The General Counsel’s Argument
The NLRB’s General Counsel argued that Greenidge’s statement qualified as concerted activity because he made it “‘in a group setting … in the presence of his coworkers and [his supervisor]’ and he used the first-person plural pronoun ‘we.’” The Board rejected this argument, distinguishing the three decisions cited by the General Counsel and overruling one: WorldMark by Wyndham.
The Board overruled WorldMark by Wyndham because, rather than determining whether, under the totality of the record evidence, concerted activity engaged in with the authority of other employees and not solely by and on behalf of the employee himself had occurred, the WorldMark by Wyndham Board decided “as a rule of law” that a protest by an employee in a group meeting is, per se, concerted activity.
The Alstate Holding
The Alstate Board set out the following five-factor test for determining whether there is a reasonable inference that in making a statement at a meeting, in a group setting, or with other employees present, the employee was seeking to initiate, induce, or prepare for group action:
- The statement was made in an employee meeting called by the employer to announce a decision affecting wages, hours, or some other term or condition of employment;
- The decision affects multiple employees attending the meeting;
- The employee who speaks up in response to the announcement did so to protest or complain about the decision, not merely (as in WorldMark) to ask questions about how the decision has been or will be implemented;
- The speaker protested or complained about the decision’s effect on the workforce generally or some portion of the workforce, not solely about its effect on the speaker him- or herself; and
- The meeting presented the first opportunity employees had to address the decision, so that the speaker had no opportunity to discuss it with other employees beforehand.

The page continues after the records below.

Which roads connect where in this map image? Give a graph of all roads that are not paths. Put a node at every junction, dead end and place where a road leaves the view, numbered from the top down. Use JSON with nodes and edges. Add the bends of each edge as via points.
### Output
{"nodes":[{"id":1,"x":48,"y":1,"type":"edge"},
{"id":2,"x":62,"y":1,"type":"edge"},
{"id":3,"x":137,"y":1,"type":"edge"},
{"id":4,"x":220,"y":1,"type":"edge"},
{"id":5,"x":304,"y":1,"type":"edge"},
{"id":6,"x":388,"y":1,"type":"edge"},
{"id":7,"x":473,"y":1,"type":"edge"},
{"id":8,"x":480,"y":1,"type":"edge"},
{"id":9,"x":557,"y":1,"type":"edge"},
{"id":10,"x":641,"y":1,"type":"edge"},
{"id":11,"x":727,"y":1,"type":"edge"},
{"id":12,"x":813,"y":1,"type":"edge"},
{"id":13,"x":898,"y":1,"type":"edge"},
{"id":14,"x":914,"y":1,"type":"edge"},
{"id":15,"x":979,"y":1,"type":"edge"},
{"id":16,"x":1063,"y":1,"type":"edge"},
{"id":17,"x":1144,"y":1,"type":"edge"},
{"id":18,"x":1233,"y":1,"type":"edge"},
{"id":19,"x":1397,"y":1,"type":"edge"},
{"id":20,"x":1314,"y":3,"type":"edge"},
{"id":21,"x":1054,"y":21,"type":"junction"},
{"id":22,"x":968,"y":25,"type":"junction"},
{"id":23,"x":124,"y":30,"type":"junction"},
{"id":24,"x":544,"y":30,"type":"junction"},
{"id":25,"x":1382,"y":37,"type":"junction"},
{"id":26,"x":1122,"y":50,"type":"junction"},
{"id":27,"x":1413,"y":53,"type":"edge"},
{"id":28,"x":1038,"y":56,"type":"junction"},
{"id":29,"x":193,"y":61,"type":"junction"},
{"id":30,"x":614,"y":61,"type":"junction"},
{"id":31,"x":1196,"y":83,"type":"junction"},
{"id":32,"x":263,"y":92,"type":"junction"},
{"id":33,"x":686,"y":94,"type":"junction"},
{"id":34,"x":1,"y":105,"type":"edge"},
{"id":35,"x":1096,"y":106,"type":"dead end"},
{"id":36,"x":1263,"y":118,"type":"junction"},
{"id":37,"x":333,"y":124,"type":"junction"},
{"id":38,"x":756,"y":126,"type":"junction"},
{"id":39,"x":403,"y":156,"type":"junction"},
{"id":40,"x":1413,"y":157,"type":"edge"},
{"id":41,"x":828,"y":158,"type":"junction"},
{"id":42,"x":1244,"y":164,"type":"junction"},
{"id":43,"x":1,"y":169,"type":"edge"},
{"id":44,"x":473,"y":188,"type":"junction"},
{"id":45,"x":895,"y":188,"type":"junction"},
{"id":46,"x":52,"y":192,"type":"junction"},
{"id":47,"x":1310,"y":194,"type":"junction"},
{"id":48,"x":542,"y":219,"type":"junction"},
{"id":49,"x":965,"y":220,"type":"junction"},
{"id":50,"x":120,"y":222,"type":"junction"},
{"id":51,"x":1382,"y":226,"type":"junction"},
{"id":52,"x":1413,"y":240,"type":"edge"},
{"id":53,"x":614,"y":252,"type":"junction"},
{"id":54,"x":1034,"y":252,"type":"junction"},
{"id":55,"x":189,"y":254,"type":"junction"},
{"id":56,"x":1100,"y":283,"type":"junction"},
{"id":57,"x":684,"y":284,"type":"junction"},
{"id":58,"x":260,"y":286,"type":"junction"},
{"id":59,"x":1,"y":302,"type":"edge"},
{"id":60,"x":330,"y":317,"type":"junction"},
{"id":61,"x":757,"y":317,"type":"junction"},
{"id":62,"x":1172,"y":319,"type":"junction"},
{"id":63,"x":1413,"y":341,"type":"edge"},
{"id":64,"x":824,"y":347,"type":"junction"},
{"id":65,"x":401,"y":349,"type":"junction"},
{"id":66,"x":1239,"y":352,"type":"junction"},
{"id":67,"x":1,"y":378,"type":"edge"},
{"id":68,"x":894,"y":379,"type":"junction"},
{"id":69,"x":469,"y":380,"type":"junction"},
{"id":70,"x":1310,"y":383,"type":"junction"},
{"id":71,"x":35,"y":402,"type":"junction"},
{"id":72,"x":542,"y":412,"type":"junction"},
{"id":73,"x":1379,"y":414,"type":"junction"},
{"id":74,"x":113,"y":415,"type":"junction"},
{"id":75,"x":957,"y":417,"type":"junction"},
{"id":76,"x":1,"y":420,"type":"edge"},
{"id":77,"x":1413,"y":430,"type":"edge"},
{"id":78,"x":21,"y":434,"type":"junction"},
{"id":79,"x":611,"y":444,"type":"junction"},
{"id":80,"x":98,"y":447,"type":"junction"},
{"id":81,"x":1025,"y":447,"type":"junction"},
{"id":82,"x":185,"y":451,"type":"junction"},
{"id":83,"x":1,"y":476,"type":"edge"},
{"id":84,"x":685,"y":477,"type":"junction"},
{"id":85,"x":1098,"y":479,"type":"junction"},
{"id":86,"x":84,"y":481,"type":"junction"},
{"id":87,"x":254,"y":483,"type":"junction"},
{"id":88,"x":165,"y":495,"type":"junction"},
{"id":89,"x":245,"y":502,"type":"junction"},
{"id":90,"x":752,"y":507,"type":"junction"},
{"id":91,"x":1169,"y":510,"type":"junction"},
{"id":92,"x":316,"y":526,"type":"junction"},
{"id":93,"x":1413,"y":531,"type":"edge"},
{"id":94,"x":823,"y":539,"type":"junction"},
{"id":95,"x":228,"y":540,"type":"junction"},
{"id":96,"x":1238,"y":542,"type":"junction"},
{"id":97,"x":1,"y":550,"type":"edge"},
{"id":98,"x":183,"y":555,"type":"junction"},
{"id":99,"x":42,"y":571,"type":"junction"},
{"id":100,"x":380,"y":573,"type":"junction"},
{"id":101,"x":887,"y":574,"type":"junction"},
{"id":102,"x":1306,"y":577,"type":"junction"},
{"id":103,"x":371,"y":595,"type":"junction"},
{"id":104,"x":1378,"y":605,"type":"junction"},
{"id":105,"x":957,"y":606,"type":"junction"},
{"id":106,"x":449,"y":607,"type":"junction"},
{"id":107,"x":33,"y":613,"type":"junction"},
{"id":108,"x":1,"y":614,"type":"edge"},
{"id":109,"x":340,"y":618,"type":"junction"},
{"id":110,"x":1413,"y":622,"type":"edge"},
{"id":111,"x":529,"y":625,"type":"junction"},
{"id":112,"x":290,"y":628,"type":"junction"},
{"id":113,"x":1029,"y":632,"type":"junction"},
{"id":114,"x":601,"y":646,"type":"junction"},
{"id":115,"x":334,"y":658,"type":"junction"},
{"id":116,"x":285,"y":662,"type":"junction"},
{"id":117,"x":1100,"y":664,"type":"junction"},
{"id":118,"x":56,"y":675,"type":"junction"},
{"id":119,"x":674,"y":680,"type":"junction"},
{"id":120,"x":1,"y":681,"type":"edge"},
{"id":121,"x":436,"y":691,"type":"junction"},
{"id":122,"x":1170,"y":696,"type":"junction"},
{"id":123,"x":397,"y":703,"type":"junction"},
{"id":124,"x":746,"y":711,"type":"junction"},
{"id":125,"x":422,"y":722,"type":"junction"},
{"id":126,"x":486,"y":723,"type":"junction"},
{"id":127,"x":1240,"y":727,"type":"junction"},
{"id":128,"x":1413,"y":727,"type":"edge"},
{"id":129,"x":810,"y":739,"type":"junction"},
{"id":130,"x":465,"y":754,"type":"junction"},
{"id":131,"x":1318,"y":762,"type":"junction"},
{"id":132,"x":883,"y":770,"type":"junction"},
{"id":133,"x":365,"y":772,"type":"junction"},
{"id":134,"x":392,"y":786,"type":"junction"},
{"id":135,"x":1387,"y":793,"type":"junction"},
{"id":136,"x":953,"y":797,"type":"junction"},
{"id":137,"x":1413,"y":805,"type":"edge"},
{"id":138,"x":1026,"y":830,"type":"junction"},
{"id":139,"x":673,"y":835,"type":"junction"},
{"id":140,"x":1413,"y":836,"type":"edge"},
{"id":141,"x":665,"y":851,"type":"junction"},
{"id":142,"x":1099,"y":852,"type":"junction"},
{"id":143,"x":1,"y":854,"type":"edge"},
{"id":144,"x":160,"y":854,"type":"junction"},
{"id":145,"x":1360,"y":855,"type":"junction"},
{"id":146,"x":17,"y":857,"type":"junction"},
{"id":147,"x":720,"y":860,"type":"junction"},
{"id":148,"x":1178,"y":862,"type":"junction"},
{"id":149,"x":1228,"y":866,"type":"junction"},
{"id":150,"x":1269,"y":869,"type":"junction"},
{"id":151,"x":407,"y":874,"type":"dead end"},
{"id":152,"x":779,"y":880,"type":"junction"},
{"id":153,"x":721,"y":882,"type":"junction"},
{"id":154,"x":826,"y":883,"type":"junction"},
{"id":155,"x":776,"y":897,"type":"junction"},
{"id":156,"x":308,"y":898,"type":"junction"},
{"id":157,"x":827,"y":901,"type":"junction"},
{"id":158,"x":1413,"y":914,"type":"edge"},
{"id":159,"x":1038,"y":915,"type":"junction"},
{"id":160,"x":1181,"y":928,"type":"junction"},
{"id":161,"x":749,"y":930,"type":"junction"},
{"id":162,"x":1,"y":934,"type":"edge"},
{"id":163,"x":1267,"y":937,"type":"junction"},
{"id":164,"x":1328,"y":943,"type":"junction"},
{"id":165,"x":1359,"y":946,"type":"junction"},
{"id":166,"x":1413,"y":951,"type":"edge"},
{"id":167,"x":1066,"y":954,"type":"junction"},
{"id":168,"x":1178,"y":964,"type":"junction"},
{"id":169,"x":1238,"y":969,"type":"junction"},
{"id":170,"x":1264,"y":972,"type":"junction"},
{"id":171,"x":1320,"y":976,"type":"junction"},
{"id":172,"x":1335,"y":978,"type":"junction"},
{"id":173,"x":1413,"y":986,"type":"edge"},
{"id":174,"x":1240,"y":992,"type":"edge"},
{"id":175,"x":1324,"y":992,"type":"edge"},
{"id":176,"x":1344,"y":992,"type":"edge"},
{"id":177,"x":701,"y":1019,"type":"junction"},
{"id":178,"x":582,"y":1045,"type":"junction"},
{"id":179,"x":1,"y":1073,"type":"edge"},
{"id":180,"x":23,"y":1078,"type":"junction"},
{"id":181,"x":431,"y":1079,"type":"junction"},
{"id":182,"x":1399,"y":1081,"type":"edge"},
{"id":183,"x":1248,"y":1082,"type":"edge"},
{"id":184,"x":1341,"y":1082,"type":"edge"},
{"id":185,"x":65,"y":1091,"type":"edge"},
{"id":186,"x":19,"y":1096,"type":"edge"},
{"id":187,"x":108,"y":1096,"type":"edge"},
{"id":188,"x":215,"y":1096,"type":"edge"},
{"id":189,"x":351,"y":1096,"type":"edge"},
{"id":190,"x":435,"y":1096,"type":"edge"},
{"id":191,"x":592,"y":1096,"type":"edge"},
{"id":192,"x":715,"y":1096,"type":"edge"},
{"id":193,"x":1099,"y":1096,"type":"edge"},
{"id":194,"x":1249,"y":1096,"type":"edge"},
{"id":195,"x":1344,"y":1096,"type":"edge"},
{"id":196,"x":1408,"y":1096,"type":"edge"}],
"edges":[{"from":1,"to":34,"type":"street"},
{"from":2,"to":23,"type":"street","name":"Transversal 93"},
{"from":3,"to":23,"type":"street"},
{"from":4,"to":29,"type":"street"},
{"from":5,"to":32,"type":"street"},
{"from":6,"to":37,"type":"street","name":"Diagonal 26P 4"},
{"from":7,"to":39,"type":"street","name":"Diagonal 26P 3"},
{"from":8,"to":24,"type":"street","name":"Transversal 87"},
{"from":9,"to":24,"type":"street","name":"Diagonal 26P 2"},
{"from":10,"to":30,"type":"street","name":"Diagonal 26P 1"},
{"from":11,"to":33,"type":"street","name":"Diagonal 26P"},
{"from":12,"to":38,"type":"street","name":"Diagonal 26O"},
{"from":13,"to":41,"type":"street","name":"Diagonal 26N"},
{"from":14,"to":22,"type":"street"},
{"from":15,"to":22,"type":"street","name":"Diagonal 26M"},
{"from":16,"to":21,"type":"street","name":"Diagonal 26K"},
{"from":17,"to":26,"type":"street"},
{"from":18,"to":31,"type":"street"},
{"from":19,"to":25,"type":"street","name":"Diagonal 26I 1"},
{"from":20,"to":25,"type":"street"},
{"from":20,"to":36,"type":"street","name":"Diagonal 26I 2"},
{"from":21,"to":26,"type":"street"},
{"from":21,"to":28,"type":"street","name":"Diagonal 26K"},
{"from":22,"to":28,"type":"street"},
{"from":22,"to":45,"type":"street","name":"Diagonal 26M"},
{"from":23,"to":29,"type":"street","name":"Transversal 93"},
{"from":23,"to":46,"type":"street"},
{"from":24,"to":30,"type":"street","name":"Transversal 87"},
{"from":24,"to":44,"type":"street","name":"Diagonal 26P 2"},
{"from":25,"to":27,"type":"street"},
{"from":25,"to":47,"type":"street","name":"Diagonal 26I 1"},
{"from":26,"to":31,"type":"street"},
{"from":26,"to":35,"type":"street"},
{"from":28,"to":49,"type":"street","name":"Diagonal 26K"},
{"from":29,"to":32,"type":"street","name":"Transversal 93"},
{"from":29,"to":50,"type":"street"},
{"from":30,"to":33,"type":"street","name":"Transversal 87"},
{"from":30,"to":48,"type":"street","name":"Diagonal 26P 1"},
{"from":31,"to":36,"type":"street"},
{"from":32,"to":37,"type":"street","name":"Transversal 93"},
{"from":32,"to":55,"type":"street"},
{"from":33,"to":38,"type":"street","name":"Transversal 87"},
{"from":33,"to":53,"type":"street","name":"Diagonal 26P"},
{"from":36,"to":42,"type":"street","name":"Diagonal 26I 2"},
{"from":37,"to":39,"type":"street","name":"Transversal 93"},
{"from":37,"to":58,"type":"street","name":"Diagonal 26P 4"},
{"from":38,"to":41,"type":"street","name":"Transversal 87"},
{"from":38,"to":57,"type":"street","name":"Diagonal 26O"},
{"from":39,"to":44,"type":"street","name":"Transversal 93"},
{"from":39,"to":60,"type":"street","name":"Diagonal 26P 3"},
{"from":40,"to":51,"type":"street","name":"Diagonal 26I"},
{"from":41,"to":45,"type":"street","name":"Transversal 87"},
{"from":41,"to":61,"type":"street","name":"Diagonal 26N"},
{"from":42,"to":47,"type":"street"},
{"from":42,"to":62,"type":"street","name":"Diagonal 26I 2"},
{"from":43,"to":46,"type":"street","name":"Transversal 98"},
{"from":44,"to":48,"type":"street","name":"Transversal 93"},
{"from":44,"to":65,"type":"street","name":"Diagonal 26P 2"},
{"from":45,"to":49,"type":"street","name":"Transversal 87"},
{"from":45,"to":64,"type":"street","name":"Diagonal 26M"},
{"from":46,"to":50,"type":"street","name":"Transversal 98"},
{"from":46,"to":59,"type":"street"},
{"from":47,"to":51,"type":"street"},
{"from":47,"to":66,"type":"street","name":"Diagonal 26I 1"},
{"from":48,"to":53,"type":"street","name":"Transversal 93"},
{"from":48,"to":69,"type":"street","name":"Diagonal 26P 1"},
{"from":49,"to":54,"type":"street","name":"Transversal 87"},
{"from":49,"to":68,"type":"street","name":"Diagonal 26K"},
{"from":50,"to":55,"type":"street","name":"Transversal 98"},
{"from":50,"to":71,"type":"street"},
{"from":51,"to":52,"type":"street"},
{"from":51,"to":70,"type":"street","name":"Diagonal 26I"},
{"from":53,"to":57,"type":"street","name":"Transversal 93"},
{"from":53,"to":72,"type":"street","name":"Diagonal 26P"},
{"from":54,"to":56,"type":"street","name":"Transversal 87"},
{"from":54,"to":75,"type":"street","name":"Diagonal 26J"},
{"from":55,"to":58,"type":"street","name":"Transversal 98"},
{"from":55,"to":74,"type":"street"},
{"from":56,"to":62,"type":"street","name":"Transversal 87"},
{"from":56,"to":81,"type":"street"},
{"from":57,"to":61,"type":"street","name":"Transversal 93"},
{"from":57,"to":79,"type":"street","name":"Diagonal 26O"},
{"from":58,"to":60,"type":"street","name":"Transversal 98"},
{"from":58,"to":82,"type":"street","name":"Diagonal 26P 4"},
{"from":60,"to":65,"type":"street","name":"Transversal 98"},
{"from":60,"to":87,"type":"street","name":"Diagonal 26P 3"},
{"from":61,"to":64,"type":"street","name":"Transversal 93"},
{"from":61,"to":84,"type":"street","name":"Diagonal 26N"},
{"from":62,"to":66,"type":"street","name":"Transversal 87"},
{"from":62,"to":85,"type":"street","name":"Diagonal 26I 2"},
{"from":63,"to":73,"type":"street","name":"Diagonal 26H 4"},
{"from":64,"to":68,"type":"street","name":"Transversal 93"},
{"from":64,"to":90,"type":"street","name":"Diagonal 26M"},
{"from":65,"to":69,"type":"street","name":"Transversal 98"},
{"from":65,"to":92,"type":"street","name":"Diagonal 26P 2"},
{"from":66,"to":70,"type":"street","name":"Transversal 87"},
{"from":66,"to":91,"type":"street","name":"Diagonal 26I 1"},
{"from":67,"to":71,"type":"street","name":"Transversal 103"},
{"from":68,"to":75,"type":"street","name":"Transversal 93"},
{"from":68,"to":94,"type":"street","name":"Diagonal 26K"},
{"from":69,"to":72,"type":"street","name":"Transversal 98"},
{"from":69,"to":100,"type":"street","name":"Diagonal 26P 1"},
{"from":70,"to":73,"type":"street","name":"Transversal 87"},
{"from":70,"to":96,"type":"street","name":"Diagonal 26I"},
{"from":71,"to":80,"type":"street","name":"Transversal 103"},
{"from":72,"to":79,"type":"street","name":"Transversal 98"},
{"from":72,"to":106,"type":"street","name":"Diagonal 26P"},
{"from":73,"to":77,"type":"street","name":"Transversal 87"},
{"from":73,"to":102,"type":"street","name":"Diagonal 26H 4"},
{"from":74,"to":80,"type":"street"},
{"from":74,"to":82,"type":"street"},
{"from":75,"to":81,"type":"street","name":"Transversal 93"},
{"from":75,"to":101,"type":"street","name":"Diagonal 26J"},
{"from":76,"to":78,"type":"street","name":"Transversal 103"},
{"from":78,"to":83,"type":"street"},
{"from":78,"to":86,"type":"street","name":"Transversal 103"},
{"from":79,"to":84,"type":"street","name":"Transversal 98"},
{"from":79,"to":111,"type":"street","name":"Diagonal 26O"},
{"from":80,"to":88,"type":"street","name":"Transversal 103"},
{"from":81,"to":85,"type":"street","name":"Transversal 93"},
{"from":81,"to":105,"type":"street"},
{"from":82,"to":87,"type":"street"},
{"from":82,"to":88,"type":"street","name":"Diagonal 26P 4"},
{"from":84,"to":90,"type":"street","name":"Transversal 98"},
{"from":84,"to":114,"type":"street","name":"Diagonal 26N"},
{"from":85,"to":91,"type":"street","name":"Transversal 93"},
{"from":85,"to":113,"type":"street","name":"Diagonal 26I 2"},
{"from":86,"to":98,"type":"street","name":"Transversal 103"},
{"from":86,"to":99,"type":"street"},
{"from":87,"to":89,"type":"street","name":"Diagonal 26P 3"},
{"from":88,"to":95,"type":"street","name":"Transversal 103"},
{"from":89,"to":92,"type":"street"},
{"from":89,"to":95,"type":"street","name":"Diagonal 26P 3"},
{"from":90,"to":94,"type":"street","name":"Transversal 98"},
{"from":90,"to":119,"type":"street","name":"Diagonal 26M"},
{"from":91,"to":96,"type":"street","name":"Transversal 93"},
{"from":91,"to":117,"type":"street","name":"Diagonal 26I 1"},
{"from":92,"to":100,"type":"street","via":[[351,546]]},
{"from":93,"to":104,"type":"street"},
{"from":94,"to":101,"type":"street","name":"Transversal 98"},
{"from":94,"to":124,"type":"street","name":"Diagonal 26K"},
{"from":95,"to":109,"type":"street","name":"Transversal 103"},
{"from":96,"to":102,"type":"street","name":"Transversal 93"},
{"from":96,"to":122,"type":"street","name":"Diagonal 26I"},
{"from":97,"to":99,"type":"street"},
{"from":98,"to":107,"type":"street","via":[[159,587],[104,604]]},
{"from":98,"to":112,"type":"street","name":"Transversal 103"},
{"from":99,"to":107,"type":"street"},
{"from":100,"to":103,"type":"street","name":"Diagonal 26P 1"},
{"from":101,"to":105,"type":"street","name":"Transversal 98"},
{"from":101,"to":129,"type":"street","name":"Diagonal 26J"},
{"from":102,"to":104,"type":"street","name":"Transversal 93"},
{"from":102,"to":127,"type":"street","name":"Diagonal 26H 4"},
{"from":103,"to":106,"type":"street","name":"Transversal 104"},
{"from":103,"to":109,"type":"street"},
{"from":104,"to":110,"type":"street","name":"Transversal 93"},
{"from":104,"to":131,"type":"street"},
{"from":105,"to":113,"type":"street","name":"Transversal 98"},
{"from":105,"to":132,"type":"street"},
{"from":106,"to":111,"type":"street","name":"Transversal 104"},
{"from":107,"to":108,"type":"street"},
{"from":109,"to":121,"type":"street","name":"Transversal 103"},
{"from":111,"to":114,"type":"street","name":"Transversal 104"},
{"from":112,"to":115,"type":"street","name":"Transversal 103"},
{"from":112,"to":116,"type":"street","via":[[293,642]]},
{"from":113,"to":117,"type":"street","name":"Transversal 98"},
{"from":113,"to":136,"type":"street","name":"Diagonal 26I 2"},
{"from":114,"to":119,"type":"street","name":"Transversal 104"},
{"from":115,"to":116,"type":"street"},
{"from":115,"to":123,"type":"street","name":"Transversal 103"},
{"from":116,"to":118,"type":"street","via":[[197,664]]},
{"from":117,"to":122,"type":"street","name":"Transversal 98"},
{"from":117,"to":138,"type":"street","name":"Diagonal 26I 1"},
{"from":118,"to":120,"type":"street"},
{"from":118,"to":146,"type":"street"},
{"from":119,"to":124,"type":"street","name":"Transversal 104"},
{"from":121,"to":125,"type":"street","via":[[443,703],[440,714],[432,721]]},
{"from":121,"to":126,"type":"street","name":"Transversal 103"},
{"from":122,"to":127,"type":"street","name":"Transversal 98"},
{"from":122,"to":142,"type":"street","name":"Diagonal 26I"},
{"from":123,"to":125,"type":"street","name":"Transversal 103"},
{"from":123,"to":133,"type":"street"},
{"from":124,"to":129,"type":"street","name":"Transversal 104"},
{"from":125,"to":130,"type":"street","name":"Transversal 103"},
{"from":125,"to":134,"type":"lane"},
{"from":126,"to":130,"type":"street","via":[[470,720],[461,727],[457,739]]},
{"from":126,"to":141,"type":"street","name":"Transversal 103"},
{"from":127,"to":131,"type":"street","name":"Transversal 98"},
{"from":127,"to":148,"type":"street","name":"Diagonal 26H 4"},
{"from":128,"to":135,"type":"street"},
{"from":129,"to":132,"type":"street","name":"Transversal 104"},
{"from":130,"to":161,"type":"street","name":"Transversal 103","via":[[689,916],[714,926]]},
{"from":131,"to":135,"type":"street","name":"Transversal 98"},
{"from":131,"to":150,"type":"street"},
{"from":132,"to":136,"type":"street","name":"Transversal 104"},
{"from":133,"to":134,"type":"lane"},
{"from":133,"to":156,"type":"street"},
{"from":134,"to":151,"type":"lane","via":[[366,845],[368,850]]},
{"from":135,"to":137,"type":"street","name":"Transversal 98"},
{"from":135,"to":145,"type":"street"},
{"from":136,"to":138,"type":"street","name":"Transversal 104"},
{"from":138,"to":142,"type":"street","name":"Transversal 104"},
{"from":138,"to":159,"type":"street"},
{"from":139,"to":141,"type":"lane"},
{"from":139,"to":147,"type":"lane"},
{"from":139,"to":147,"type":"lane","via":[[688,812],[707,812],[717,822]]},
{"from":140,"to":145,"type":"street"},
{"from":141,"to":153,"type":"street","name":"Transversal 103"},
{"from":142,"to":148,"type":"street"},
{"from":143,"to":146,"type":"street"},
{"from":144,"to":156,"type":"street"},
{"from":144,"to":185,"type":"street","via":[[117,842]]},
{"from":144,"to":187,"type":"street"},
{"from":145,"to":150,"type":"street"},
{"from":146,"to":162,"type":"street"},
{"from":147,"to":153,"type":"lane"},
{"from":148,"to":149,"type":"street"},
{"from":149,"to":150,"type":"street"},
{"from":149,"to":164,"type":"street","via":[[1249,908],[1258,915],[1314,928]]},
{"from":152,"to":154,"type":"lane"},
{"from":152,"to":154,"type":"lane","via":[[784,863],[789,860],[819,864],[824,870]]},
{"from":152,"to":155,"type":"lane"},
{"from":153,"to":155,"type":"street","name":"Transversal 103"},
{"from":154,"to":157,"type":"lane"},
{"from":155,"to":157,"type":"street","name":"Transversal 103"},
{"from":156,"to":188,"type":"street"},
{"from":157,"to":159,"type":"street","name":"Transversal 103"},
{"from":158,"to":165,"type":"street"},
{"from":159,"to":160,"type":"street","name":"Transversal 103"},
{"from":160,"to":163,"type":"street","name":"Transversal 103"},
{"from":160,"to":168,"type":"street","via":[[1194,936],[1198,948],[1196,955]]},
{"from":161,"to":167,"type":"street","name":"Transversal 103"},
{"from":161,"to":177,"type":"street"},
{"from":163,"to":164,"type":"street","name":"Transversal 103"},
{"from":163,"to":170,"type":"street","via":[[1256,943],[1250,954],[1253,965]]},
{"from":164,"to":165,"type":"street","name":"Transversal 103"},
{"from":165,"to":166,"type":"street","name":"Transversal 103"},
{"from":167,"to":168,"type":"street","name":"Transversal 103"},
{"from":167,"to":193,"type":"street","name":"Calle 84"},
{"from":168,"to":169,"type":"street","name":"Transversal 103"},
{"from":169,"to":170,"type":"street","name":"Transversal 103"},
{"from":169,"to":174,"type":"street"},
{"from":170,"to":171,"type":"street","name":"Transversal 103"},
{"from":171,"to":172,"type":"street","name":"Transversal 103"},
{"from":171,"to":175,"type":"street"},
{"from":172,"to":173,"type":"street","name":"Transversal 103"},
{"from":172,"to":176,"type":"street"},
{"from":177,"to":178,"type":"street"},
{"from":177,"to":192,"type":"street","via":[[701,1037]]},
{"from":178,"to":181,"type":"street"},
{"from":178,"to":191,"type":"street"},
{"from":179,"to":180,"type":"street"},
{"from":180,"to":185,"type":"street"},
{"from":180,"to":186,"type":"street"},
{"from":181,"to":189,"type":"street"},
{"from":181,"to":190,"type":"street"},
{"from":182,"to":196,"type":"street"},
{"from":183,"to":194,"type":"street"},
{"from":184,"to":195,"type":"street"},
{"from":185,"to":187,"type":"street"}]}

The Board noted that not all five factors have to be present to support a finding of protected concerted activity.
The Board wrote that it was “not addressing … instances where an employee acts with other employees or on their behalf as their authorized representative.” It also stated that the decision did not address the situation where an employee who, although not expressly authorized to do so, “brings a truly group complaint to the attention of management.” Finally, the Board observed that the case before it did not involve “an employee who addresses one or more coworkers with the object of initiating, inducing, or preparing for group action.”
No Mutual Aid or Protection
The Board also found that, even if Greenidge’s activity was concerted, it was not protected because customers’ tipping habits “did not relate to the skycaps’ wages, hours or other terms and conditions of employment.” It explained, “The amount of a tip given by an airline passenger to the skycap handling his or her luggage at curbside is a matter between the passenger and the skycap ….” There also was no evidence that Greenidge “was dissatisfied with the existing tipping arrangements or wanted them to be modified.”
Alstate is likely the first step toward reining in the expanded scope of what the Obama-era Board considered protected, concerted activity. The Board appears ready to move away from bright-line tests, such as “inherently concerted” topics of discussion, and return to a fact-specific inquiry to determine whether an employee’s actions are truly protected, concerted activities as opposed to unprotected individual concerns or griping.
Despite the Board’s return to the Meyers standard, properly identifying protected, concerted activity still requires a thorough and detailed analysis. Employers are well-advised to weigh employment decisions that may involve protected, concerted activity carefully and to consult experienced labor counsel when necessary.